En su juventud se dedicó a escribir poesías y tragedias, muy como los jóvenes de hoy en día (en aquellos tiempos, como vemos, les educaban para escribir tragedias, mientras que hoy en día lo verdaderamente trágico es la educación. Paradojas de la vida.) pero pronto conoció a la persona que cambiaría su vida para siempre: Sócrates. En cuanto lo hubo conocido quemó todo lo que había escrito y se concentró solamente en la filosofía, haciéndose fervoroso seguidor de su maestro.
Con la muerte de Sócrates, Platón juzga prudente retirarse un tiempecito de Atenas hasta que los ánimos se calmen y se dedica a viajar por el Mediterráneo hasta recalar en Siracusa donde conoce al tirano Dionisio (los tiranos eran una especie de dictadores, con no demasiada buena fama). Intenta llevar a cabo su utopía política pero el experimento termina como el rosario de la aurora y el tirano le vende como esclavo (un político salvándose a costa de una cabeza de turco, eso es algo que afortunadamente se ve poco ahora).
Cuando vuelve a Atenas decide dedicarse a cosas menos peligrosas y estresantes y compra una pequeña parcelita a las afueras de Atenas dedicada al héroe griego Academo, por lo que decide llamar a su escuela "Academia". Este es, amigos, el origen de la palabra academia y de este conocimiento sin precedentes podréis presumir en reuniones familiares y sindicales. En esta academia estudiaron políticos, científicos y filósofos. Era una especie de universidad donde los chicos adinerados de Grecia completaban sus estudios bajo la dirección del maestro. De hecho, se decía que quienes cenaban con Platón y conversaban con él en el comedor se sentían bien al día siguiente, tal era el poder de convicción de este hombre sin igual.
Platón sigue enseñando en la academia hasta su muerte, momento en el cual la filosofía pierde un gran hombre y un profundísimo y agudísimo pensador.

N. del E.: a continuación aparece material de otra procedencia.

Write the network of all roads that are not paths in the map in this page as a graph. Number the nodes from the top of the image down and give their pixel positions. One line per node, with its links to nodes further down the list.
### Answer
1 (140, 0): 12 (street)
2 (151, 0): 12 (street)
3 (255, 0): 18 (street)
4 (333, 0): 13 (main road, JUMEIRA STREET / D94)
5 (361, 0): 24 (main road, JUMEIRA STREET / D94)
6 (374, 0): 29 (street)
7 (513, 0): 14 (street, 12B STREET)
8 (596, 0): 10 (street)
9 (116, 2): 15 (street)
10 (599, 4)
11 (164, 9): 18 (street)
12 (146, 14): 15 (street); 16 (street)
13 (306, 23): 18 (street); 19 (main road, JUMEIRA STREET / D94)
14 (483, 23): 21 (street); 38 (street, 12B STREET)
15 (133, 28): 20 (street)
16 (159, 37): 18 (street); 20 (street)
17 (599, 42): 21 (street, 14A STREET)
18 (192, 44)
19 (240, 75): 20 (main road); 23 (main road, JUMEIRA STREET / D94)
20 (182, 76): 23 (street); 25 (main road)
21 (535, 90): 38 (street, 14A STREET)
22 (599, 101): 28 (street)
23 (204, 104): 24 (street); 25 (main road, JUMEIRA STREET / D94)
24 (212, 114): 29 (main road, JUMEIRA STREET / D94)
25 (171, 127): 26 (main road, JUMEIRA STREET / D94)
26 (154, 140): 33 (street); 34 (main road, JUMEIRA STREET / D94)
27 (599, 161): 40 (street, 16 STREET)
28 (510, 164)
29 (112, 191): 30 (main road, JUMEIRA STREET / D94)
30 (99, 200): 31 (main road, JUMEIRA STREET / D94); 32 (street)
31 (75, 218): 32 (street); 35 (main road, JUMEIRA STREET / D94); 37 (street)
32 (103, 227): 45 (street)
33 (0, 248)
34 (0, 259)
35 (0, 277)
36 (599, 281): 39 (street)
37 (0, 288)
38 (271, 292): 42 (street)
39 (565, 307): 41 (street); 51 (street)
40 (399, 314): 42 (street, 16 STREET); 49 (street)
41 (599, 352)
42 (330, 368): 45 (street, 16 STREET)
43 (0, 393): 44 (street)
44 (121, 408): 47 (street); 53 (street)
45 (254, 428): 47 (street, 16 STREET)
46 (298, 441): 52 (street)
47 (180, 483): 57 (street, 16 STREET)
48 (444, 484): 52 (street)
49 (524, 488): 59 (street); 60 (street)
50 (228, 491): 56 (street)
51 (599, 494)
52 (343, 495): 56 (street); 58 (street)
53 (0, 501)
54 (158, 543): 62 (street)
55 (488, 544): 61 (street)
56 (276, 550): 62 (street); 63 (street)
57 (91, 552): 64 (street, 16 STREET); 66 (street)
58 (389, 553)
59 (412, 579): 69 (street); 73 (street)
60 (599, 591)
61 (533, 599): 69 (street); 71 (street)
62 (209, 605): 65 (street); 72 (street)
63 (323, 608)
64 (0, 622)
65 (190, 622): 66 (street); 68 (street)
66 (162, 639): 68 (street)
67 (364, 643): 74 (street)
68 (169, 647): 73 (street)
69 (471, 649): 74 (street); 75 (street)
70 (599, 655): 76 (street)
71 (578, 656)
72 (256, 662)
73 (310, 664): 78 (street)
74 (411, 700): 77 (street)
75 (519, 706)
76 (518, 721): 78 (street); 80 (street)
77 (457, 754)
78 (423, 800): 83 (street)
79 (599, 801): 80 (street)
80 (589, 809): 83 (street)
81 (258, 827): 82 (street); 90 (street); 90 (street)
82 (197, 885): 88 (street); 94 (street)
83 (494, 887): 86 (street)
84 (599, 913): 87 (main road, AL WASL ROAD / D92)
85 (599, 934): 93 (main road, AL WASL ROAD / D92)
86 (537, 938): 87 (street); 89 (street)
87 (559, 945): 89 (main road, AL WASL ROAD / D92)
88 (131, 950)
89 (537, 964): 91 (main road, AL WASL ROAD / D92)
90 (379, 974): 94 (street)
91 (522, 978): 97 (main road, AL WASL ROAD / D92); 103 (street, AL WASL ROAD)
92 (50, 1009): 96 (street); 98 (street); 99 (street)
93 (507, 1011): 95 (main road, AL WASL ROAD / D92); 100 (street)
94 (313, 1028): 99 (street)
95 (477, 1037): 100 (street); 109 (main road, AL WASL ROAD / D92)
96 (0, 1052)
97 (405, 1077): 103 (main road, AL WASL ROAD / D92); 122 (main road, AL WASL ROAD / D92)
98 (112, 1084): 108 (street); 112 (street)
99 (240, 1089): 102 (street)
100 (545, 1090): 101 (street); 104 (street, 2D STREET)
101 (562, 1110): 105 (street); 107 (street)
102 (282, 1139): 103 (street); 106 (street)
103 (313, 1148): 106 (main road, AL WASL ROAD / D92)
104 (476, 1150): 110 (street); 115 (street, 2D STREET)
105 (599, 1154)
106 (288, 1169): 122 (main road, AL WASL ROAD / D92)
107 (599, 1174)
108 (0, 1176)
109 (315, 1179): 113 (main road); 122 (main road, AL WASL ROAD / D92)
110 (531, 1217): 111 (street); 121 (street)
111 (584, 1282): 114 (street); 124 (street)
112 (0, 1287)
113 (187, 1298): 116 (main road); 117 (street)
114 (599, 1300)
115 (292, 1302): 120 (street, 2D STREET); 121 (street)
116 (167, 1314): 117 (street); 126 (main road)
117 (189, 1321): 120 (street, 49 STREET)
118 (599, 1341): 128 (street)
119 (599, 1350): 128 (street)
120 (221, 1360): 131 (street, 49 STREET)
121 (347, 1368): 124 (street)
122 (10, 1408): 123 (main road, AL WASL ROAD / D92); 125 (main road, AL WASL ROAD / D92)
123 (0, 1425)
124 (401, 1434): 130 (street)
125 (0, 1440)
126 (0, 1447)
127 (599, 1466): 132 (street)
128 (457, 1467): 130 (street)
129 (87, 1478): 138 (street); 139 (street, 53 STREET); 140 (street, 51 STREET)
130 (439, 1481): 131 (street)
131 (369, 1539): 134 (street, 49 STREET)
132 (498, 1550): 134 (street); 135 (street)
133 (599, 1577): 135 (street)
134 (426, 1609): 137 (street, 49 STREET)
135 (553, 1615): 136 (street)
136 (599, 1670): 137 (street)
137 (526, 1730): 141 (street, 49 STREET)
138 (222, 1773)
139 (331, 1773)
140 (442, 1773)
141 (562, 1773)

El alumno más famoso de la academia es Aristóteles, que estudió 20 años en la academia hasta la muerte de Platón, que provoca su salida de ella y el comienzo de un nuevo tipo de filosofía completamente diferente. Pero eso, amigos, es materia de un nuevo capítulo de esta serie de entregas... ¡el filósofo del mes! Tachán.
¡Saludos filosóficos!
lunes, 24 de septiembre de 2012
II) El problema del cambio: Heráclito y Parménides
¡Saludos compañeros!
Hoy retomamos el tema que dejamos a medias el otro día. Debéis saber que estoy escribiendo esta entrada desde un ordenador al que le falta la tecla "ele", y jamás me había percatado de la cantidad de veces que utilizamos la letrita dichosa. Puedo aseguraros que resulta bastante infernal hacerlo, pero todo sea por la causa.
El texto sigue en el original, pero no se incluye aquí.